To report child abuse and neglect in Lucas County,
call 213-CARE.
Some cases of child abuse and neglect are easily recognizable: an infant
left alone in a hot car, a three-year-old with multiple facial bruises, a child
who repeatedly is locked out of the house for long periods of time.
However, these cases represent only a fraction of the many children who are
in need of professional help. What about the more subtle forms of abuse
or neglect, such as verbal abuse, poor supervision, and overly strict discipline?
The key to recognizing the various forms of child
maltreatment is a basic understanding of the meaning of the term child
abuse and neglect. There are numerous factors involved in defining child
abuse and neglect:
- cultural and ethnic backgrounds;
-
attitudes concerning
parenting;
-
professional training and affiliation.
All of these contribute to a definition. In seeking
commonly acceptable meanings, it is helpful to begin by distinguishing between
abuse and neglect.
ABUSE
Abuse represents an action against a child. It is an
act of commission. Generally, abuse is categorized as follows:
Physical Abuse: the non-accidental
injury of a child.
Sexual Abuse: any act of a sexual
nature upon or with a child. The act may be for the sexual gratification of the
perpetrator or a third party. This would, therefore, include not only anyone who
actively participated in the sexual activity, but anyone who allowed or
encouraged it.
Emotional Abuse: chronic attitude or
acts that interfere with the psychological and social development of a child.

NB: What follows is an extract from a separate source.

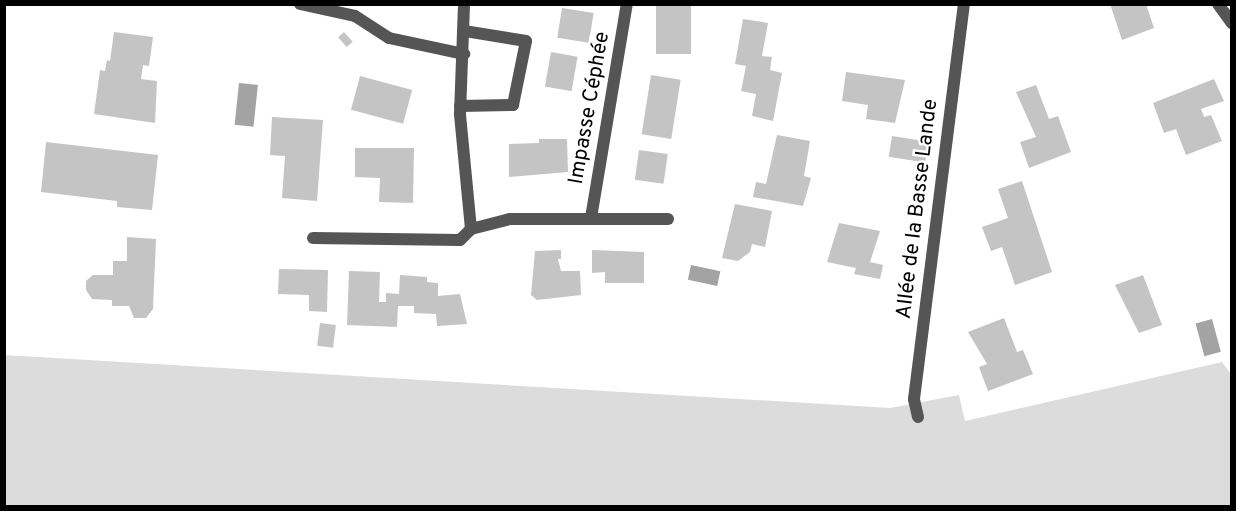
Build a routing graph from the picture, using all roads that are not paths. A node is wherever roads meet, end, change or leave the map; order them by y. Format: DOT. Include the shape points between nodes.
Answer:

Each of us is guilty of having unkindly snubbed a child or having criticized him
too harshly, but emotional abuse is consistent and is chronic behavior.
It
usually is related to a constellation of interactions and is cumulative.
Three elements usually are involved in creating the
environment for an incident of abuse:
-
the abuser;
-
the victim;
-
A CRISIS.
A crisis generally will be the precipitating factor
that sets the abuser in motion. The crisis may come in any form or level of
apparent severity; for example, the crisis may be the loss of a job, divorce,
illness, death in the family; a child's wet pants, consistent crying, a broken
dish. What is significant is not what the crisis is, but what it creates -- a
situation beyond the abuser's ability to cope in a normal manner. The
culmination of the resulting frustration and anxiety is abuse.
Not all abuse is the result of frustration or stress.
Abuse may occur for a wide variety of reasons, including inappropriate concepts
of discipline, association of the child with negative events, and psychological
disorder. Most abuse, however, does not occur as a result of willful desire to
hurt a child.
NEGLECT
Neglect is failure to act on behalf of a child. It is
an act of omission. Neglect may be thought of as child-rearing practices that
are essentially inadequate or dangerous. It may not produce visible signs and it
usually occurs over a period of time. Neglect generally is physical or
emotional.
Physical Neglect: failure to meet
the requirements basic to a child's physical development, such as supervision,
housing, clothing, medical attention, nutrition and support. For purposes of
reporting, some agencies will further break this category into more specific
acts of omission, such as medical neglect, lack of proper supervision, or
educational neglect.
Emotional Neglect: failure to
provide the support or affection necessary to a child's psychological and social
development. Failure on the part of the parent to provide the praise,
nurturance, love, or security essential to the child's development of a sound
and healthy personality may constitute emotional neglect. The effects of extreme
deprivation can be seen in the medical syndrome "non-organic failure to thrive."
Failure to thrive is a condition in which children show a marked retardation or
cessation of growth. On a normal growth chart, failure-to-thrive children
usually fall below the 3rd percentile.